Do I need to meet with the Commitee?

No. The Committee reviews documents only.

Will the Committee have access to all of the detailed information I provided to the College regarding the abuse?

The Client Relations Committee requires sufficient information to be satisfied that the criteria for eligibility have been met. The College recognizes however, that the information provided is very personal and sensitive. To this end, the Client Relations Committee will access only the minimum amount of information required to adequately undertake its review.
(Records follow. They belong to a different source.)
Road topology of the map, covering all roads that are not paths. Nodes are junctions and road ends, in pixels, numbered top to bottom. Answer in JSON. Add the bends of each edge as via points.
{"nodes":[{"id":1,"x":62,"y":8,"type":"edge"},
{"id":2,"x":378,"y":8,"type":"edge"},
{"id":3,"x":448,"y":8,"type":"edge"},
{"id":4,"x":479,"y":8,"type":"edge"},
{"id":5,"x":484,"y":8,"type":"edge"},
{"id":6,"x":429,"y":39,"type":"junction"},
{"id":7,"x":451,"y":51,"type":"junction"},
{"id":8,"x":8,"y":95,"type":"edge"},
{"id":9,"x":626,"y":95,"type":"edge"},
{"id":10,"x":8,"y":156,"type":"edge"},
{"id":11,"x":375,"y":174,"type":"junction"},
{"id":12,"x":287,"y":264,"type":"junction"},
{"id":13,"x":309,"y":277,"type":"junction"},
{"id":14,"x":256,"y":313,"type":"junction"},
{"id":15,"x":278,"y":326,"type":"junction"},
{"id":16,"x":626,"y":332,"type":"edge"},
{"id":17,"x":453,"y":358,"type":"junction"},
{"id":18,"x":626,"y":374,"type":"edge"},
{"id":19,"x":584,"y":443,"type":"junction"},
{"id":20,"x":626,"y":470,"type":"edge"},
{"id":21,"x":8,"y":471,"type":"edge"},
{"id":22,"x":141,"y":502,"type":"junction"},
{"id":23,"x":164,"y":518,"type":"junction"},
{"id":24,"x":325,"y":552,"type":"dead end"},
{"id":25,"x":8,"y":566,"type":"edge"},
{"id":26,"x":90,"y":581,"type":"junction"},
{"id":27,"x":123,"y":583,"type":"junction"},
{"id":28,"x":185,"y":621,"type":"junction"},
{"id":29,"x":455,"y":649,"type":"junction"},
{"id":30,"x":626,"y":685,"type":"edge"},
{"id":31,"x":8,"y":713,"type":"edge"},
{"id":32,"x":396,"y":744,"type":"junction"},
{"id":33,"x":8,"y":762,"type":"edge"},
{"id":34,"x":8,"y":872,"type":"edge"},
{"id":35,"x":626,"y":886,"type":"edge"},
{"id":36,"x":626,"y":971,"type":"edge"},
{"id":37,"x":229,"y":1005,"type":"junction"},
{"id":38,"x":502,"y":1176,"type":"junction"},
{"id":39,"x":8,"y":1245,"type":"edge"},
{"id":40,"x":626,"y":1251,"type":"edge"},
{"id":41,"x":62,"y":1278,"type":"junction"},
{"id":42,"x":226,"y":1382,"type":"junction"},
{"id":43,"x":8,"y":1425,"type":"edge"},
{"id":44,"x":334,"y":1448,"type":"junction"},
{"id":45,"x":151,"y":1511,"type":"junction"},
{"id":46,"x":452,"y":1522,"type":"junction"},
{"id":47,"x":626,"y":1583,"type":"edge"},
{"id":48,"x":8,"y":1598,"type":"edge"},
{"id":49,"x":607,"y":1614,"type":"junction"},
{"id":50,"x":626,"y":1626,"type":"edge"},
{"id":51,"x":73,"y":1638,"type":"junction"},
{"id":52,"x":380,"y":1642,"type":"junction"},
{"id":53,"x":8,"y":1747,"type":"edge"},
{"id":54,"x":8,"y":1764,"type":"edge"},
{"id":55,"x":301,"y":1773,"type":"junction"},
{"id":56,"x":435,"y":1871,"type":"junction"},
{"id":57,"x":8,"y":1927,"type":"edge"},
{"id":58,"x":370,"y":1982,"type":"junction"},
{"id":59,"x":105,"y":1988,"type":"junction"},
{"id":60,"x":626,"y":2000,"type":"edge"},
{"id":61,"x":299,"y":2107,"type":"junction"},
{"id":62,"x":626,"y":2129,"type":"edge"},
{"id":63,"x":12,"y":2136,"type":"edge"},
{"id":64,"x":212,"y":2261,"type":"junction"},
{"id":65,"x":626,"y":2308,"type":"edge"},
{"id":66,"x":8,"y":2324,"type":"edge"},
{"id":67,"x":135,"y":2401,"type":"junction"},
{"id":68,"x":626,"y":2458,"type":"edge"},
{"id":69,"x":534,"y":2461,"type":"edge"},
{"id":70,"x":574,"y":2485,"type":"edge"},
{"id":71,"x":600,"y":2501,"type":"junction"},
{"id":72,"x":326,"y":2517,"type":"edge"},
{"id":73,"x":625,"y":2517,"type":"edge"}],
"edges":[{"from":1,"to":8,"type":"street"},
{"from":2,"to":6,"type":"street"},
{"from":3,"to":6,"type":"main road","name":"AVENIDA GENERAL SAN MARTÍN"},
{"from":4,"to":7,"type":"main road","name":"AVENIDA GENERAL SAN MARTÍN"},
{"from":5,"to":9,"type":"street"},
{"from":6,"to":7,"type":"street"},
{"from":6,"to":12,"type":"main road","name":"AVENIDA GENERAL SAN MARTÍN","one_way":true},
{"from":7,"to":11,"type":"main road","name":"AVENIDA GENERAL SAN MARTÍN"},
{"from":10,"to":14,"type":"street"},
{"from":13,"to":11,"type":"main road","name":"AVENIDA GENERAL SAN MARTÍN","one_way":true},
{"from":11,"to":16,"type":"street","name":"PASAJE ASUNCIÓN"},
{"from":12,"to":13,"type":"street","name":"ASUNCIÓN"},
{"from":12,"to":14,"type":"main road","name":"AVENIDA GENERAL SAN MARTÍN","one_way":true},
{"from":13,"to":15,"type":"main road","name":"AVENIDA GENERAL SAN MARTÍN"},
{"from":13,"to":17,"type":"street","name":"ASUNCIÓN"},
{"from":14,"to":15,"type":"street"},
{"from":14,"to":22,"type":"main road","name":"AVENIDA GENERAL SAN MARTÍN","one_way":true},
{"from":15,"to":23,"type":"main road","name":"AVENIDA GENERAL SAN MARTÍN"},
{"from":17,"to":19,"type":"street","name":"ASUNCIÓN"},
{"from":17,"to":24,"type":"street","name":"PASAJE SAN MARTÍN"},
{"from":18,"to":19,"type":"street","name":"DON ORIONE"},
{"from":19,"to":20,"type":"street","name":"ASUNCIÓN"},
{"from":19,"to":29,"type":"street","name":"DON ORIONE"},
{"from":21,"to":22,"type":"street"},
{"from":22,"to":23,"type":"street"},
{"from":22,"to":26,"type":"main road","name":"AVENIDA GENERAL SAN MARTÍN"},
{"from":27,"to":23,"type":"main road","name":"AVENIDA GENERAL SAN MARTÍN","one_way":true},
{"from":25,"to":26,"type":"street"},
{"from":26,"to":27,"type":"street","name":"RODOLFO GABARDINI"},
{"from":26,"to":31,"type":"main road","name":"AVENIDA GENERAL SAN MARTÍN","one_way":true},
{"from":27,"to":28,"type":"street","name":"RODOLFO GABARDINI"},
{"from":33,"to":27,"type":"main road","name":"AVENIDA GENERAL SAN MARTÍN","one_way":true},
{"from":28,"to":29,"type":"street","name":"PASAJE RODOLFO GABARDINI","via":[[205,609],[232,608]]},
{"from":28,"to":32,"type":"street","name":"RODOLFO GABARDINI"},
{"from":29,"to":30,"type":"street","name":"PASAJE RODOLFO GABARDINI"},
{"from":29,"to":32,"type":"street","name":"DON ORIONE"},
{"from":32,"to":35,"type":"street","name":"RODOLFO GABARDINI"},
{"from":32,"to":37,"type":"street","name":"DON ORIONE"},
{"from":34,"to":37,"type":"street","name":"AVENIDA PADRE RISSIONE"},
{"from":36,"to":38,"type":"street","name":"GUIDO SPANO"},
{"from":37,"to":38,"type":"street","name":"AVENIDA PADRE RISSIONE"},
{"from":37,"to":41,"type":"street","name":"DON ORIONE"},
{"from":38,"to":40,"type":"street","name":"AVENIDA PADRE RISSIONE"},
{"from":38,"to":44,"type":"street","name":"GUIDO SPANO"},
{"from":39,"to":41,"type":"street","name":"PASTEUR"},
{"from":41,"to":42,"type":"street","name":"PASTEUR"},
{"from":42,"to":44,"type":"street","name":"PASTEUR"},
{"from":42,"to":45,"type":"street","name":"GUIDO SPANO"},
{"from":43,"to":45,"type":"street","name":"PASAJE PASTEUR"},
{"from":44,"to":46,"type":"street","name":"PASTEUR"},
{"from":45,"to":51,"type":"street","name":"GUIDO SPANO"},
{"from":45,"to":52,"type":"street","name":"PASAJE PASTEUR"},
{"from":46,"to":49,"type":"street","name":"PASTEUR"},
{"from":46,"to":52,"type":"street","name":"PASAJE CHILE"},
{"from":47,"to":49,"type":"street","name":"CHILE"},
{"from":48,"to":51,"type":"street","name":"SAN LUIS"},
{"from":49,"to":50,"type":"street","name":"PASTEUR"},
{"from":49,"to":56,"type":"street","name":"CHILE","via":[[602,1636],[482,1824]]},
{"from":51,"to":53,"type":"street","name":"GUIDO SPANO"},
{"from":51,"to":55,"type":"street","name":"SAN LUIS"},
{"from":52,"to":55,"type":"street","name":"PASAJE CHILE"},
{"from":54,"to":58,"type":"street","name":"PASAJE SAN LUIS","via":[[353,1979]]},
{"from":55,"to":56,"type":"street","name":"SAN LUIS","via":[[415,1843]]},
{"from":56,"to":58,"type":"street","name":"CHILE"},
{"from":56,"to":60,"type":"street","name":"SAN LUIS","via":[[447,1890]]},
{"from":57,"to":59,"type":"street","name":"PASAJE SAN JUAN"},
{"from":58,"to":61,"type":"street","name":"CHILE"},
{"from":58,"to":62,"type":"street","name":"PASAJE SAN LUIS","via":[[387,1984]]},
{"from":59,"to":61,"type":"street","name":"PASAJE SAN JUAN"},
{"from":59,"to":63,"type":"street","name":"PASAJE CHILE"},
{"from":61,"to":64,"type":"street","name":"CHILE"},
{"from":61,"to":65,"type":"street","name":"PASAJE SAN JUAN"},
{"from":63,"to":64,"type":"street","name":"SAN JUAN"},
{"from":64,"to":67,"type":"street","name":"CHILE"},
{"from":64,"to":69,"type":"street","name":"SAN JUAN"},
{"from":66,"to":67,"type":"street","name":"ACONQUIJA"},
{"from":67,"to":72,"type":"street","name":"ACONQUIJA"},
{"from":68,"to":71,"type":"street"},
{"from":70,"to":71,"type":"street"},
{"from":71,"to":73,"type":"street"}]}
An applicant’s surname will not be shared with the Committee and will be known only by College staff presenting the application to the Committee and processing the payments.

Is the funding confidential?

Applicants will be asked to keep confidential all information obtained through the application for funding process, including the fact that funding has been granted and the reasons, if any, given by the Committee for granting the funding. Furthermore, a decision by the Committee concerning eligibility for funding does not constitute a finding against the member and shall not be considered by any other Committee of the College dealing with the matter. Other College processes, including investigation and hearings may remain ongoing even during the funding application process and while funding is being provided.

How can one apply?

Individuals who wish to apply for funding for therapy or counselling under this program, may contact the Deputy Registrar, Mr. Barry Gang. His contact information is available below. Mr. Gang will answer any further questions applicants may have and will provide assistance in applying for funding.

Applicants will be asked to provide a written statement from the therapist or counsellor to the Client Relations Committee indicating:
(a) confirmation that the therapy or counselling is being provided to the client and that the funds are being devoted only to the therapy or counselling;
(b) a short description of the therapy or counselling to be offered;
(c) the fees to be charged for the service;
(d) whether the therapist or counsellor has liability insurance; and
(e) the details of the therapist’s or counsellor’s training and experience and whether the therapist or counsellor is a member of a Regulated Health Profession;

If the therapist or counsellor is not a Regulated Health Professional, the applicant will be asked to sign a document indicating that they understand that the therapist or counsellor is not subject to professional discipline.